#### [What needs to be done]
Search the records for the string "main" and copy every line in which it appears.

BEGIN

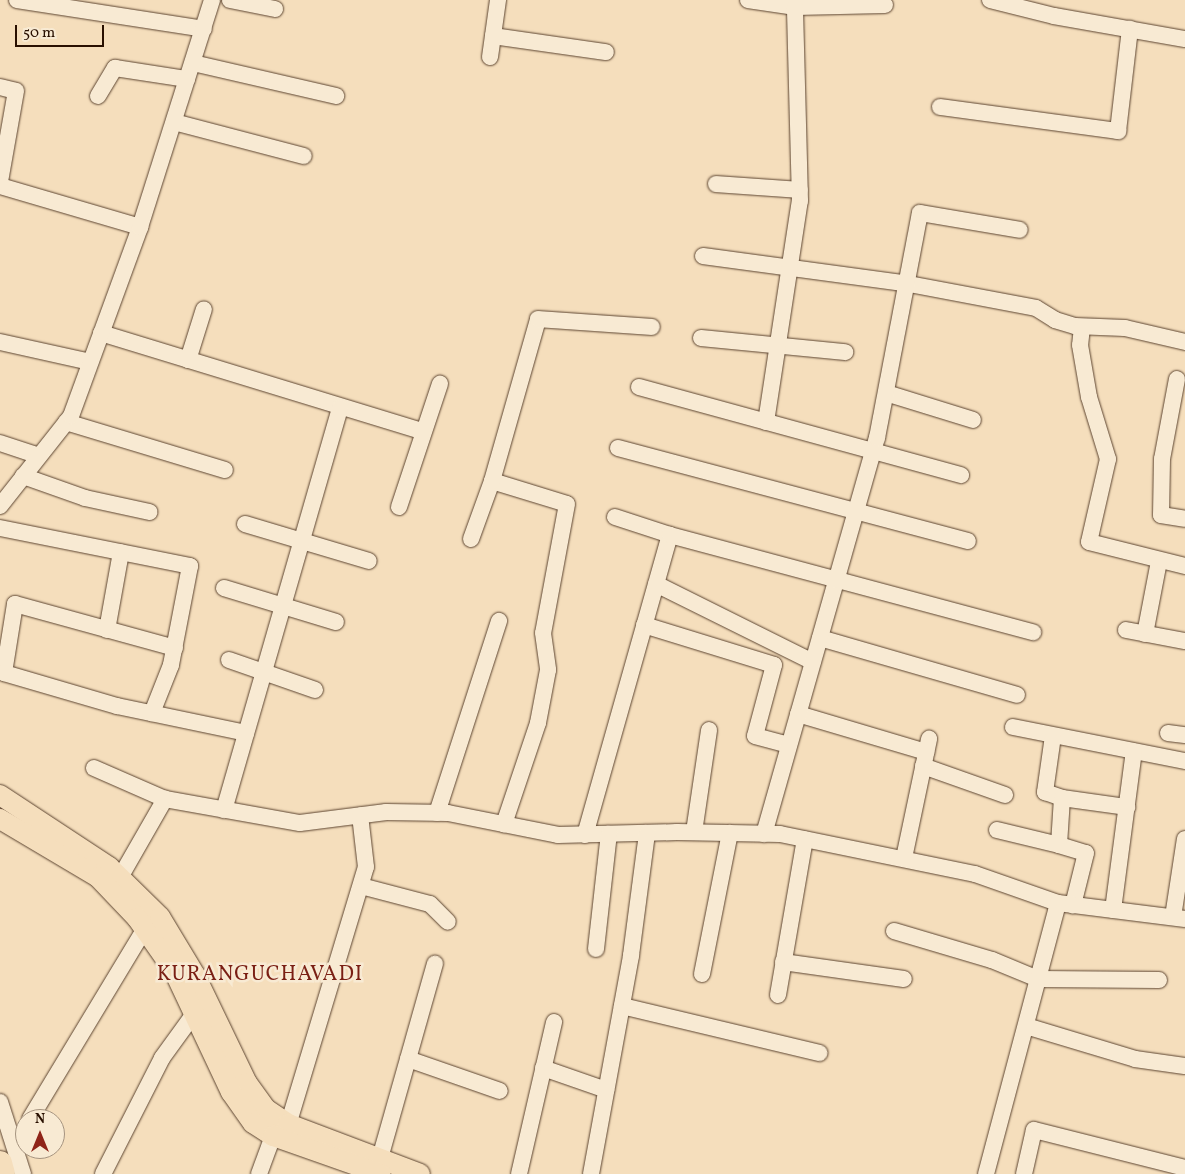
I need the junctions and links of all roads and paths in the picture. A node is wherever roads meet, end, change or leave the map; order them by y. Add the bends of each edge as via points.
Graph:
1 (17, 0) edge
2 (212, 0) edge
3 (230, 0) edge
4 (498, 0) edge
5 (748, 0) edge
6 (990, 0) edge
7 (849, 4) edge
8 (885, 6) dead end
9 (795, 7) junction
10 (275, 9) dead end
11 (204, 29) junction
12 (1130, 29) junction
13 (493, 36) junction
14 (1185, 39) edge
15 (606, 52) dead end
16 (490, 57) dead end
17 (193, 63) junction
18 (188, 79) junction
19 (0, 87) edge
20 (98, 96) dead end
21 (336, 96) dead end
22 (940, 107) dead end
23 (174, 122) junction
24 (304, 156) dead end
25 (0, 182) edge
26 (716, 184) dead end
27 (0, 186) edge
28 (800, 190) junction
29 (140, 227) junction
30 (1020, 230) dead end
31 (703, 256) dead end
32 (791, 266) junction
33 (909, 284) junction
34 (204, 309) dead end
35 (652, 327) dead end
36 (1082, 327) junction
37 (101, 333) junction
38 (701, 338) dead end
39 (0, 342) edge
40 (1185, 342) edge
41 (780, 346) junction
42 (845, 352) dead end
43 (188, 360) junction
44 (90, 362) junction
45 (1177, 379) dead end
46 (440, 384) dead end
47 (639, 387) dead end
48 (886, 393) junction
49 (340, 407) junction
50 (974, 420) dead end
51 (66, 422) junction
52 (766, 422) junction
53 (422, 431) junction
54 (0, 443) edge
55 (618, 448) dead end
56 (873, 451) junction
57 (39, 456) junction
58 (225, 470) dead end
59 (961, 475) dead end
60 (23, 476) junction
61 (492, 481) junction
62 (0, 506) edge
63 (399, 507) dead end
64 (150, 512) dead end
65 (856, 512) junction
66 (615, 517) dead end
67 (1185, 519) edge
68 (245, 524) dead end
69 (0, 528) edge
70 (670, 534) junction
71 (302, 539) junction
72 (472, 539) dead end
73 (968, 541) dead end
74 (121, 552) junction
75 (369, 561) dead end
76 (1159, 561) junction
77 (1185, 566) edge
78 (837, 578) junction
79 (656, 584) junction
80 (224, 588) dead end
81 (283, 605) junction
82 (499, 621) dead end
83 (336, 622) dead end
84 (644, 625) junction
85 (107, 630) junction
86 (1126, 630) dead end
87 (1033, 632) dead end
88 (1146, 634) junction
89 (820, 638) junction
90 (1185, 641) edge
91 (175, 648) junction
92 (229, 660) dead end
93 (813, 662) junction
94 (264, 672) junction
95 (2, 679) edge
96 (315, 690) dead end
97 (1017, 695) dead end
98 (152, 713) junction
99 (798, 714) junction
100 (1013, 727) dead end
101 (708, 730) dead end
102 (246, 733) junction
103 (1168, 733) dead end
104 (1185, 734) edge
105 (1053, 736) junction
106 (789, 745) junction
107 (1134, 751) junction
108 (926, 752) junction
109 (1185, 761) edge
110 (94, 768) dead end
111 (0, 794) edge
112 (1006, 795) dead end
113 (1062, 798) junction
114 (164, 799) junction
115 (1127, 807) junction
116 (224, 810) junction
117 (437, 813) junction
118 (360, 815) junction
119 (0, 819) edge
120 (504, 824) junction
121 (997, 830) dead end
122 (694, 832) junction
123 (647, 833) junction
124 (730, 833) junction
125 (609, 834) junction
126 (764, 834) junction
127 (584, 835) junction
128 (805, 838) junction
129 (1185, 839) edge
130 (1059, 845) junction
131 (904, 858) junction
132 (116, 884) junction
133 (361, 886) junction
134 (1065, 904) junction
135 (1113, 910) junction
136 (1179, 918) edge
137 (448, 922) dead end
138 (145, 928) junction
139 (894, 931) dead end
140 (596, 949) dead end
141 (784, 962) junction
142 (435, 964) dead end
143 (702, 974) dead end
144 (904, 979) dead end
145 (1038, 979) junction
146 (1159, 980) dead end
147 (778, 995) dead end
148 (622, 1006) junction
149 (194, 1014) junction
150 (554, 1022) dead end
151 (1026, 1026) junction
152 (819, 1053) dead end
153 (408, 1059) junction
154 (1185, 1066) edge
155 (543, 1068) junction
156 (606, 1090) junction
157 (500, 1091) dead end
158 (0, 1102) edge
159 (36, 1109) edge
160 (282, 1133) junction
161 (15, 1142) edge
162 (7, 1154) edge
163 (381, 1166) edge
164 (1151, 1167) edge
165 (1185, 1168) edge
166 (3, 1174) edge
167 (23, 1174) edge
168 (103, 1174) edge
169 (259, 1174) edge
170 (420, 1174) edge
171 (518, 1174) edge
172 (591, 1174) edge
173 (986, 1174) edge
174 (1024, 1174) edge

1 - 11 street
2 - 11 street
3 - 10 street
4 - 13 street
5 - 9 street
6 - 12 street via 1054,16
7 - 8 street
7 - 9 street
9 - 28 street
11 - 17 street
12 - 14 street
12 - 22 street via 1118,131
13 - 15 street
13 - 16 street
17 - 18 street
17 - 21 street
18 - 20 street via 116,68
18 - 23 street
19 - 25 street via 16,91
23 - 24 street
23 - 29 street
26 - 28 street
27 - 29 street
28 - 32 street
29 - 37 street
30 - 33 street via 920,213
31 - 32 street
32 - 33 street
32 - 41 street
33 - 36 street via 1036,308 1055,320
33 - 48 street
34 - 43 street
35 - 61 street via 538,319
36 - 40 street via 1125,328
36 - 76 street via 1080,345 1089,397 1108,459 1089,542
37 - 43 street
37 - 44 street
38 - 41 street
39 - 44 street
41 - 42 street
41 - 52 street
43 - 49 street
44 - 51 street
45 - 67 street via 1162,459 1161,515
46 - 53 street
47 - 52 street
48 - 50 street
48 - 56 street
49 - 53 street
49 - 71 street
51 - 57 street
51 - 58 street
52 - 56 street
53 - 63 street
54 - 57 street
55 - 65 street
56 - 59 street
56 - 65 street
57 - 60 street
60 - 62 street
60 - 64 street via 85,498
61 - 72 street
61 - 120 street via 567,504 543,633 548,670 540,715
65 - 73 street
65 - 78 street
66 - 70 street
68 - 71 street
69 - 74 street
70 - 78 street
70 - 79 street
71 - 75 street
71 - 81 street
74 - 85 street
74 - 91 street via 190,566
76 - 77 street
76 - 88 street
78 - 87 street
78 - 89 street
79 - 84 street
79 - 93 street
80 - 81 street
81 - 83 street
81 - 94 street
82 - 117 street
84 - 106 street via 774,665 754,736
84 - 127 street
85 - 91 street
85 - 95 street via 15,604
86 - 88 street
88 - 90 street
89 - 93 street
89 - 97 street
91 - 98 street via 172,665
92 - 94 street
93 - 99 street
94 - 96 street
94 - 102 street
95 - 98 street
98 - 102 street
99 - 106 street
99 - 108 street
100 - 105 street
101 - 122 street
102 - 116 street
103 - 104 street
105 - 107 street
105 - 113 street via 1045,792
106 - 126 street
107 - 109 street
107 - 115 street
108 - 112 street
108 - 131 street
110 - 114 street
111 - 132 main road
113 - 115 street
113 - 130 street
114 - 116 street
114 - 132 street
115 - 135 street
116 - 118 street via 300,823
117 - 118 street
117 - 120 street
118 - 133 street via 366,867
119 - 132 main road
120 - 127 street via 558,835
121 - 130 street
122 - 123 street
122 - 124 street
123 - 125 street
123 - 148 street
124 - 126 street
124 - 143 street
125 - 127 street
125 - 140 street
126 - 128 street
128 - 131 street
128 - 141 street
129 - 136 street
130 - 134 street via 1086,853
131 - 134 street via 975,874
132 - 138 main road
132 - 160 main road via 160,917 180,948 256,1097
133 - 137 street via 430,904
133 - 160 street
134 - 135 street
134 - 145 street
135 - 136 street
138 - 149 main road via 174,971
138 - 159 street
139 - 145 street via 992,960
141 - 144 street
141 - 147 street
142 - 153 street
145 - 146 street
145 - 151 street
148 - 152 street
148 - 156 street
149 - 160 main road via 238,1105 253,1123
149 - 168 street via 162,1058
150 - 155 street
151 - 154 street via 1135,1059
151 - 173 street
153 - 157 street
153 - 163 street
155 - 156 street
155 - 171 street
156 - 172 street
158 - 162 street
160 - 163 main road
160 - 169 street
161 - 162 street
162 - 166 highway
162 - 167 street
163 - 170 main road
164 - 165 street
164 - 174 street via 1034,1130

END

#### [Task answer]
111 - 132 main road
119 - 132 main road
132 - 138 main road
132 - 160 main road via 160,917 180,948 256,1097
138 - 149 main road via 174,971
149 - 160 main road via 238,1105 253,1123
160 - 163 main road
163 - 170 main road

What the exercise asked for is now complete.